Monitoring / AKS / Kubernetes

Provisioning Grafana (v10.2)

January 20, 20248 min read
Metrics
Photo by Stephen Dawson

Introduction

Having spent time in my DevOps career using Grafana and maintaining it. I've never actually had the chance to deploy it from scratch, especially the newer version. Since the versions that I have used have all been < v9.0. I can presume that the current latest version of v10.2 probably has a lot of new features and changes.

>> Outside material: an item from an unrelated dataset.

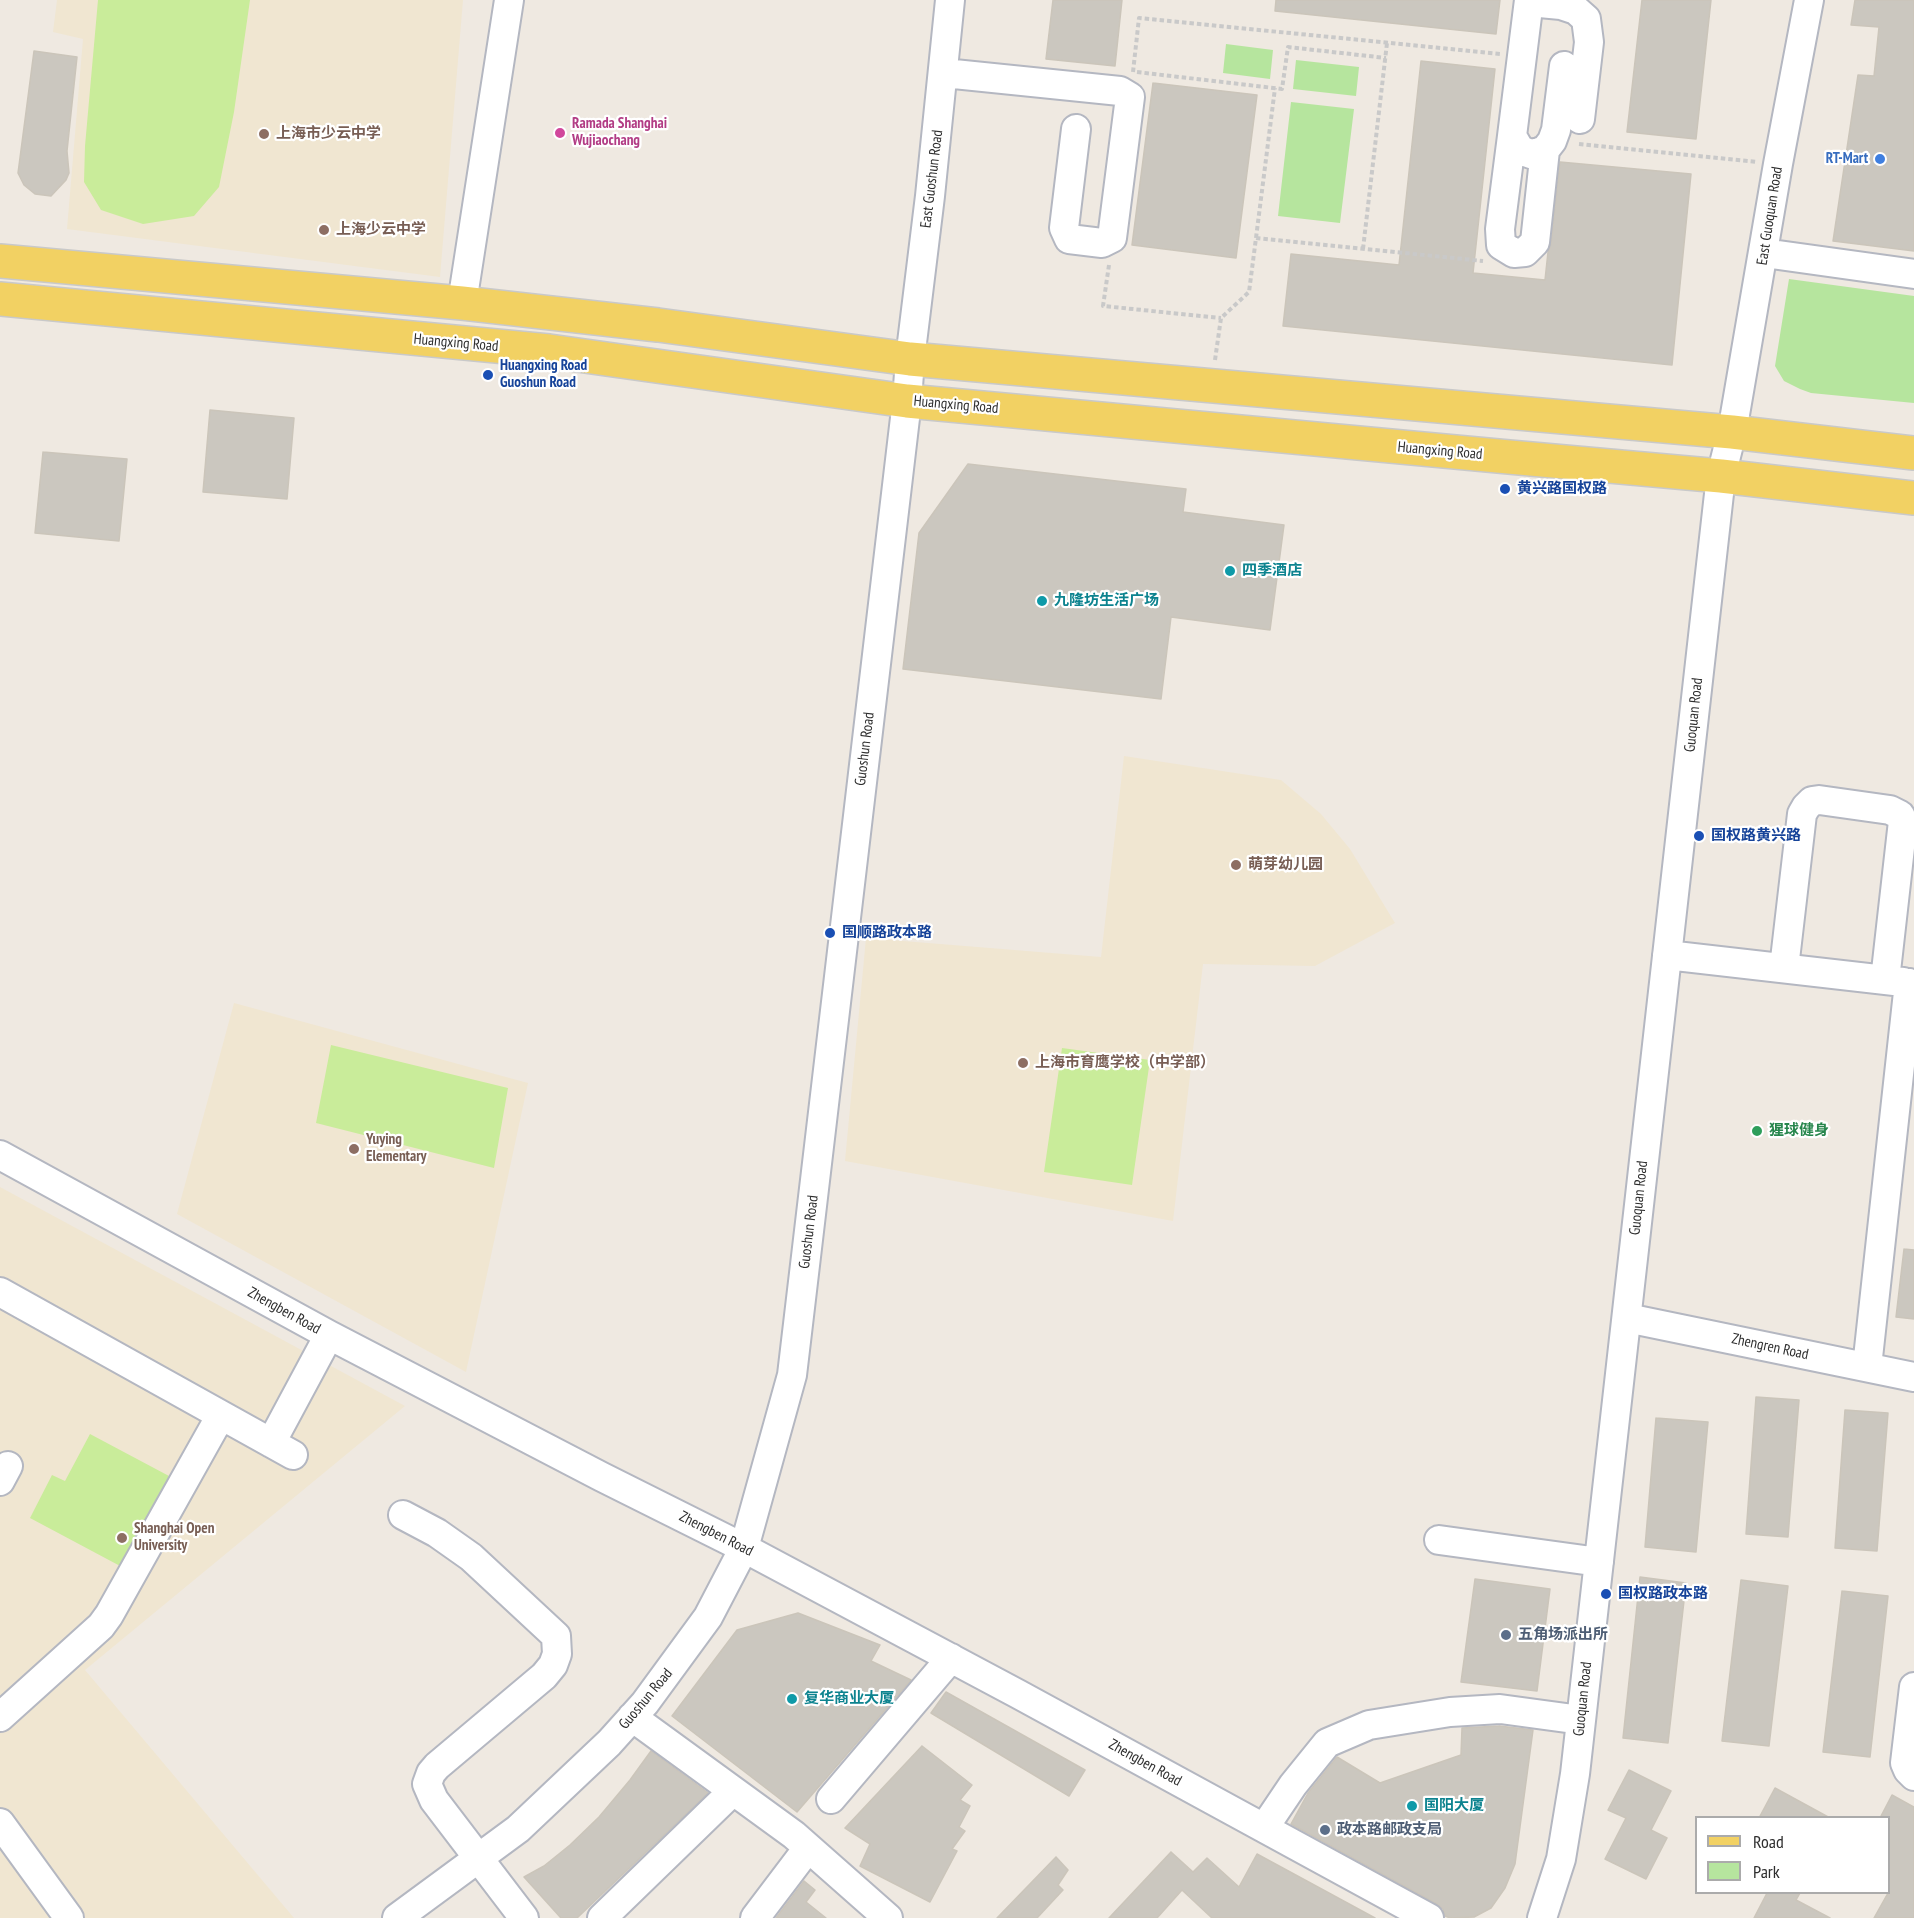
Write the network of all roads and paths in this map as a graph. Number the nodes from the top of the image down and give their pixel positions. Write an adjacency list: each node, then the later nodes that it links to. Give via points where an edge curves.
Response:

This blog is written on how I deployed Grafana and provisoned the Dashboard, Alerts, Datasources, Contact points (Since they had broken down Notifcations channels into Notification Policies and Contact Points) and Notification Policies. Luckily enough, I set up a sandbox environment as mentioned in an early blog which I will be using to deploy Grafana too. This is far better than Minikube in my opinion as personally it tends not to work that well for me, or I'm just not well versed in the workings of it.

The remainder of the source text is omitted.